[[ Input records open ]]
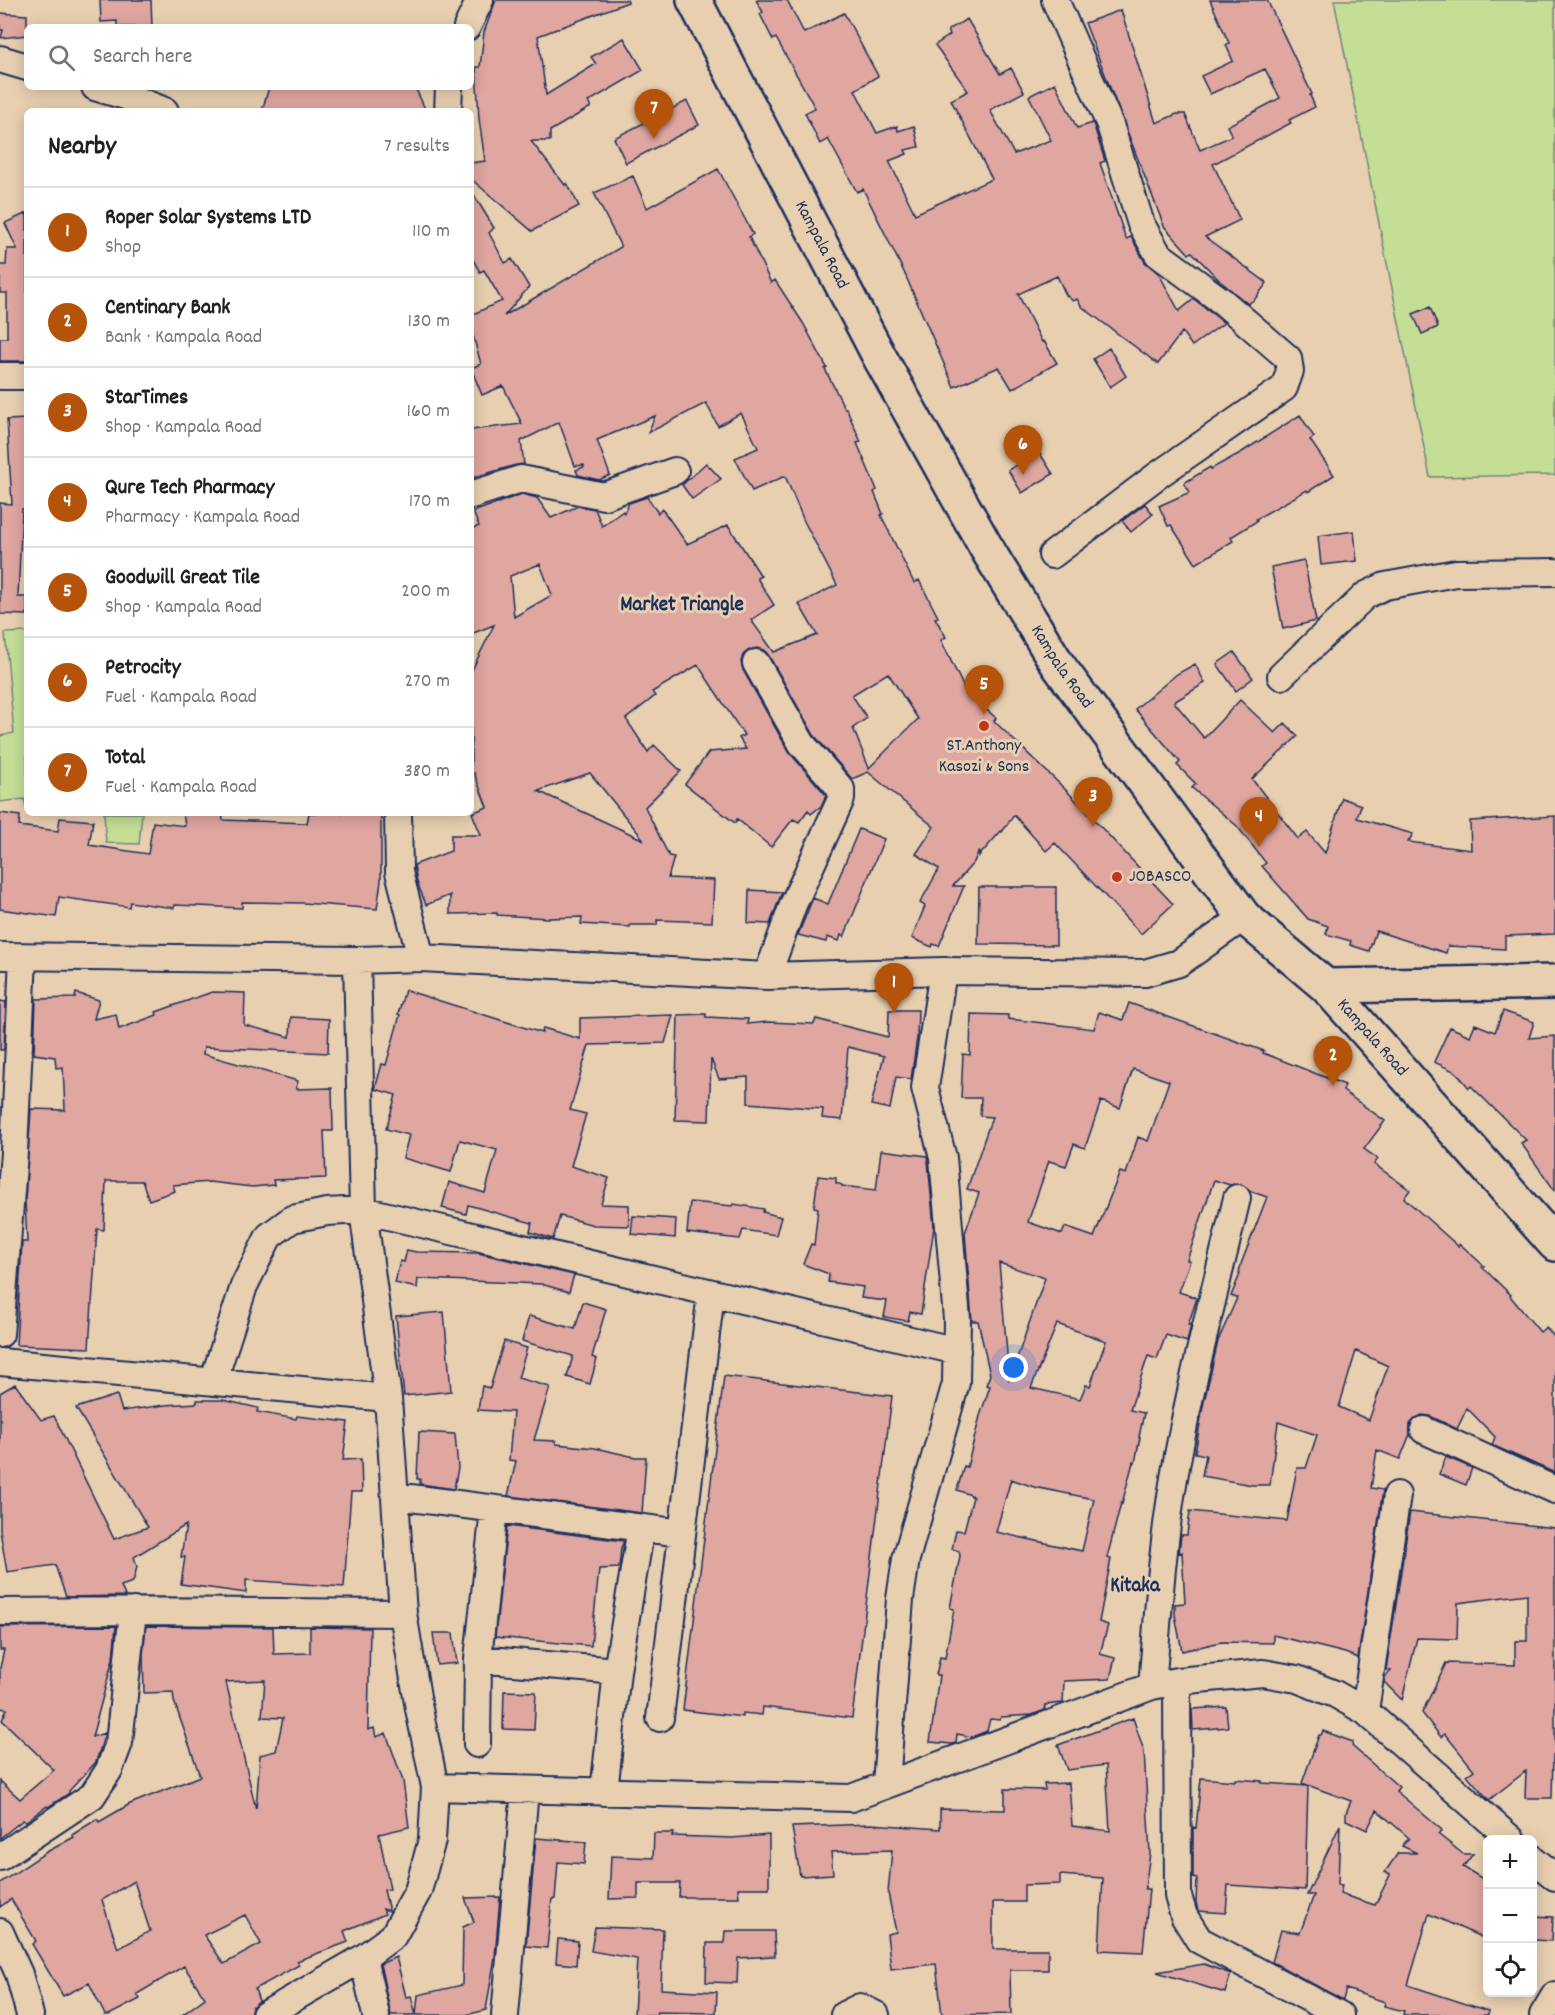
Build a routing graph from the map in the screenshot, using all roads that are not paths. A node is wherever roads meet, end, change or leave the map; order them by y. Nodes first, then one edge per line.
1 (480, 0) edge
2 (694, 0) edge
3 (1055, 0) edge
4 (468, 24) edge
5 (0, 59) edge
6 (24, 66) edge
7 (105, 90) edge
8 (449, 90) edge
9 (157, 108) edge
10 (448, 108) edge
11 (0, 376) edge
12 (24, 376) edge
13 (675, 471) dead end
14 (474, 494) edge
15 (1052, 555) dead end
16 (1555, 572) edge
17 (756, 663) dead end
18 (1281, 676) dead end
19 (398, 816) edge
20 (1244, 917) junction
21 (11, 956) edge
22 (422, 958) junction
23 (357, 960) junction
24 (943, 970) junction
25 (767, 976) junction
26 (1555, 982) edge
27 (1326, 986) junction
28 (1237, 1198) dead end
29 (363, 1210) junction
30 (1555, 1244) edge
31 (711, 1293) junction
32 (0, 1334) edge
33 (957, 1351) junction
34 (0, 1362) edge
35 (213, 1382) junction
36 (388, 1398) junction
37 (1424, 1430) dead end
38 (1555, 1490) edge
39 (1397, 1495) dead end
40 (395, 1496) junction
41 (494, 1509) junction
42 (641, 1528) junction
43 (682, 1533) junction
44 (133, 1611) junction
45 (0, 1612) edge
46 (403, 1613) junction
47 (478, 1659) junction
48 (617, 1671) junction
49 (1177, 1681) junction
50 (1152, 1686) junction
51 (1365, 1711) junction
52 (660, 1719) dead end
53 (477, 1744) dead end
54 (886, 1784) junction
55 (435, 1787) junction
56 (525, 1790) junction
57 (604, 1792) junction
58 (1507, 1835) edge
59 (0, 1857) edge
60 (1537, 1861) edge
61 (1555, 1877) edge
62 (0, 1932) edge
63 (363, 1958) junction
64 (1555, 1995) edge
65 (30, 2015) edge
66 (265, 2015) edge
67 (376, 2015) edge
68 (505, 2015) edge
69 (844, 2015) edge
70 (876, 2015) edge
71 (1340, 2015) edge
72 (1543, 2015) edge

1 - 4 street
2 - 20 main road, Kampala Road
3 - 15 street
5 - 6 street
7 - 9 street
8 - 10 street
11 - 12 street
13 - 14 street
16 - 18 street
17 - 25 street
19 - 22 street
20 - 24 street
20 - 27 main road, Kampala Road
21 - 23 street
21 - 32 street
22 - 23 street
22 - 25 street
23 - 29 street
24 - 25 street
24 - 33 street
26 - 27 main road
27 - 30 main road, Kampala Road
28 - 50 street
29 - 31 street
29 - 35 street
29 - 36 street
31 - 33 street
31 - 43 street
33 - 54 street
34 - 35 street
35 - 36 street
36 - 40 street
37 - 38 street
39 - 51 street
40 - 41 street
40 - 46 street
41 - 42 street
41 - 47 street
42 - 43 street
42 - 48 street
43 - 52 street
44 - 45 street
44 - 46 street
44 - 59 street
46 - 55 street
47 - 48 street
47 - 53 street
48 - 57 street
49 - 50 street
49 - 51 street
49 - 71 street
50 - 54 street
51 - 58 street
54 - 57 street
55 - 56 street
55 - 63 street
56 - 57 street
56 - 68 street
60 - 61 street
62 - 65 street
63 - 66 street
63 - 67 street
64 - 72 street
69 - 70 street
[[ Input records closed ]]
### About this exercise
Your answer should be every line from the material above in which the word "dead" appears.

### Solved exercise
13 (675, 471) dead end
15 (1052, 555) dead end
17 (756, 663) dead end
18 (1281, 676) dead end
28 (1237, 1198) dead end
37 (1424, 1430) dead end
39 (1397, 1495) dead end
52 (660, 1719) dead end
53 (477, 1744) dead end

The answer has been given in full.